Wat leer ik mijn studenten als ik ze meegeef dat we van een verzekerde verwachten dat hij of zij zich gedraagt “als een goede huisvader”. Kan dat nog, huisvader? Moet het huismens zijn? Ik vertel mijn studenten over de norm van “de maatman” in het verzekeringsrecht. “De maatman (m/v)” of ook hier de maatmens? En hoe om te gaan met beroepsnamen die niet-binair zijn en die dus enkel een mannelijke variant kennen? (vgl. GNL_Guidelines_NL-original van de EU, p. 10) Ik ben hoogleraar, geen hooglerares.
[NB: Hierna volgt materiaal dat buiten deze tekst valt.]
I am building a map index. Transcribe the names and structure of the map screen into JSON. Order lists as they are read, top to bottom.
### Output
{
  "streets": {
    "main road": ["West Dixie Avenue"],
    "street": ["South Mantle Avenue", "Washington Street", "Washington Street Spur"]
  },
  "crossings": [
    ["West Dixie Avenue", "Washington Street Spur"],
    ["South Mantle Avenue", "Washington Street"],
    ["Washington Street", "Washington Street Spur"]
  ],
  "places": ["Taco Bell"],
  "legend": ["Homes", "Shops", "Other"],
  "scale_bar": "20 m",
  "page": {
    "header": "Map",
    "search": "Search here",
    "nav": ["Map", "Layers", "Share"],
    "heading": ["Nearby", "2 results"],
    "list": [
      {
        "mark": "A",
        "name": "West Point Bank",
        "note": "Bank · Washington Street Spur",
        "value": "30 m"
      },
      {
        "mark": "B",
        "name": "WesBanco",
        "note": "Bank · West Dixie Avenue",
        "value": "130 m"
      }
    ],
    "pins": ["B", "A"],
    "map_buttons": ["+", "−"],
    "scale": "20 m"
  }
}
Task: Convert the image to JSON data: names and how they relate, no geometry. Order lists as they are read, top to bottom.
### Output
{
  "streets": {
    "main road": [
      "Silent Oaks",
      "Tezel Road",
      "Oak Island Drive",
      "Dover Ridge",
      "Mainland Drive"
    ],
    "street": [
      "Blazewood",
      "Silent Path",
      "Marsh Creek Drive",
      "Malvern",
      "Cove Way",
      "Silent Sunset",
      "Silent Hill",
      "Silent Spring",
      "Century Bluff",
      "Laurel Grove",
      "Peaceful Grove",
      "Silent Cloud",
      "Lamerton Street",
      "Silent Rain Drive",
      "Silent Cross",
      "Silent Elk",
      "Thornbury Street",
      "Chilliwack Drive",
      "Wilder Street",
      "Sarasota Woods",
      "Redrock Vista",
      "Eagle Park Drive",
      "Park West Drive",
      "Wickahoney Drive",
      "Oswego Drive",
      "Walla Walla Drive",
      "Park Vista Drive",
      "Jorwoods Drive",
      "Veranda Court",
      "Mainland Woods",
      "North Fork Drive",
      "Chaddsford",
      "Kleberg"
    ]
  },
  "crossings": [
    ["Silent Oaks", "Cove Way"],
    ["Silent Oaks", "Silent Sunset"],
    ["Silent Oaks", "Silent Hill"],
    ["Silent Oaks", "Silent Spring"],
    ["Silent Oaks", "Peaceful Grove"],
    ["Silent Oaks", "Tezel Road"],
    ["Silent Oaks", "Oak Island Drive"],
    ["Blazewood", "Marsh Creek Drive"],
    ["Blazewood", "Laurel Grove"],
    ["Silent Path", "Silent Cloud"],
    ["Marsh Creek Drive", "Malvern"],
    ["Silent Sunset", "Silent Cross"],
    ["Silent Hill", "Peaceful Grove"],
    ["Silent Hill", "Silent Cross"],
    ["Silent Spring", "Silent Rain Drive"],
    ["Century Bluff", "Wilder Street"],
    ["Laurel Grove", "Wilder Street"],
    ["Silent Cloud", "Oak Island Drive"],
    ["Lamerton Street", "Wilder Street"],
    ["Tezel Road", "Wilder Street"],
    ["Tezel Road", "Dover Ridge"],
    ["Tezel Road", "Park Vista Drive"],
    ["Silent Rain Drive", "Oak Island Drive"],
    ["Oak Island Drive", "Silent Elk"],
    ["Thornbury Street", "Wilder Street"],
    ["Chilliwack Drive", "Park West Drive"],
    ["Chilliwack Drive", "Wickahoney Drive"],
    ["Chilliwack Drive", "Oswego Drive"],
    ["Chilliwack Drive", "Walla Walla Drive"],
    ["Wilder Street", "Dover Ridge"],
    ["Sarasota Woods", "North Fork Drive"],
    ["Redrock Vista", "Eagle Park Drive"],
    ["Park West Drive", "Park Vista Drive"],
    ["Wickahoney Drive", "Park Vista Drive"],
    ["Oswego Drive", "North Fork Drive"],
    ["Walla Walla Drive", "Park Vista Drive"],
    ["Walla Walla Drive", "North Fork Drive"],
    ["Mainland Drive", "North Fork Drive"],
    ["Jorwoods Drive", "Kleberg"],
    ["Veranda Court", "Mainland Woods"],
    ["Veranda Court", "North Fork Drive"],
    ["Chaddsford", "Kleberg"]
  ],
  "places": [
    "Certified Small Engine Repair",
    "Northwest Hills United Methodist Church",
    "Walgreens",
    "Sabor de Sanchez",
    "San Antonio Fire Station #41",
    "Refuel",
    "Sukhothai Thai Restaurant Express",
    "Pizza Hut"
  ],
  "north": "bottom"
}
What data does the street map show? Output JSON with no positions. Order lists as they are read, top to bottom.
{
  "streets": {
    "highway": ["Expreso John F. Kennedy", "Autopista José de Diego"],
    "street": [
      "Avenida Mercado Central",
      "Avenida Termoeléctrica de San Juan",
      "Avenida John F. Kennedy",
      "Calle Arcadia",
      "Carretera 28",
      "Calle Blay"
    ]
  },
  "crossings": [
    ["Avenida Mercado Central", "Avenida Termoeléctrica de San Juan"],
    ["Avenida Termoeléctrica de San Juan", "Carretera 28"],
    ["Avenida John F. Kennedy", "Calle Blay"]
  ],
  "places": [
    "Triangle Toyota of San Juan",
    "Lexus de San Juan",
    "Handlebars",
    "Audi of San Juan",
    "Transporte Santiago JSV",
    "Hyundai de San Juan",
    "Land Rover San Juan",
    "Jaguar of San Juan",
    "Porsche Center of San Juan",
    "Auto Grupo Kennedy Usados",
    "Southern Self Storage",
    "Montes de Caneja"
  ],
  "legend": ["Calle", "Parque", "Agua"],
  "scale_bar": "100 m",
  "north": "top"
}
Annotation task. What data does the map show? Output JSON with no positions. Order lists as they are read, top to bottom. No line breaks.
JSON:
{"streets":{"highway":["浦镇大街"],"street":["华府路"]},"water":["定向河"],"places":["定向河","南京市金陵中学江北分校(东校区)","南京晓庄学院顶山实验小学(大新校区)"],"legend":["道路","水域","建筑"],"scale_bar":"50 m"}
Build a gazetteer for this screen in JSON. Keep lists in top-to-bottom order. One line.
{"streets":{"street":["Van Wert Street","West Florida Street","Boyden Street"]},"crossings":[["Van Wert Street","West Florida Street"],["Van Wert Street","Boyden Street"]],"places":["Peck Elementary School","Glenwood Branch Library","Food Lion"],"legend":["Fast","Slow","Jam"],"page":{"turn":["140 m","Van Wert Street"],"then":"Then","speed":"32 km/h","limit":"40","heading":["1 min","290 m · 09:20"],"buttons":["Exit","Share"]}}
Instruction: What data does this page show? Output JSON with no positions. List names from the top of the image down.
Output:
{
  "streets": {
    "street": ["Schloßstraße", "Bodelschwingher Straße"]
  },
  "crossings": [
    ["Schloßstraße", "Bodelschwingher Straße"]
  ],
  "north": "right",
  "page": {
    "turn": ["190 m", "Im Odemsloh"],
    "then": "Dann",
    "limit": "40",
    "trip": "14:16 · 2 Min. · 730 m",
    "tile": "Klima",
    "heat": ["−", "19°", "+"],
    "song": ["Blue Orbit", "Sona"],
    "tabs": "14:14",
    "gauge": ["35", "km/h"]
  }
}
Mevrouw de professor is een hoogleraar; ik heb daar geen moeite mee. En in een van mijn nevenfuncties oefen ik het ambt van raadsheerplaatsvervanger uit. Een vrouwelijke tegenhanger bestaat ook hier niet en vanuit dat beginpunt had ik eens de euvele moed om op LinkedIn aan te geven dat de functieaanduiding “raadsheer” voor mij een positie omvat die door jongens én door meisjes vervuld kan worden. De toga symboliseert de neutraliteit van de rechter en de waardigheid van het ambt. Ondanks dat ik tot het geslacht behoor dat bij een andere aanduiding van de functie belang zou (kunnen) hebben, voel ik me – zo schreef ik – comfortabel bij de titel “raadsheer”.  

 

Waar ik me minder comfortabel bij voelde, waren de reacties die ik met die uitlating over me afriep. Mijn uitlating was “seksistisch”, “gaslighting” (ik moest het even opzoeken) en “white privilege to the max”. “Of ik misschien even uit mijn eigen werkelijkheid naar 2021 kon komen.” Ik weet nog dat ik schrok van het fanatisme van de dame die me dit en meer toebeet. Ik heb haar opvattingen goed gelezen – en nog eens – want ik leer graag. Maar echt verder bracht de dame me niet; haar fanatisme verdrong de argumentatie. De eigen overtuiging inzake (gender)neutraliteit en inclusie lijkt met een grote (zelfgevoelde) vrijheid om de ander te excluderen samen te gaan. En terwijl ik dit alles schrijf, vraag ik me af of ik met deze column andermaal toorn over me heen zal roepen. Ik twijfel, maar ik heb niet meer woorden tot mijn beschikking om mijn verhaal onbevooroordeelder in taalgebruik en opvatting te presenteren. 486. Sorry, redactie. 488.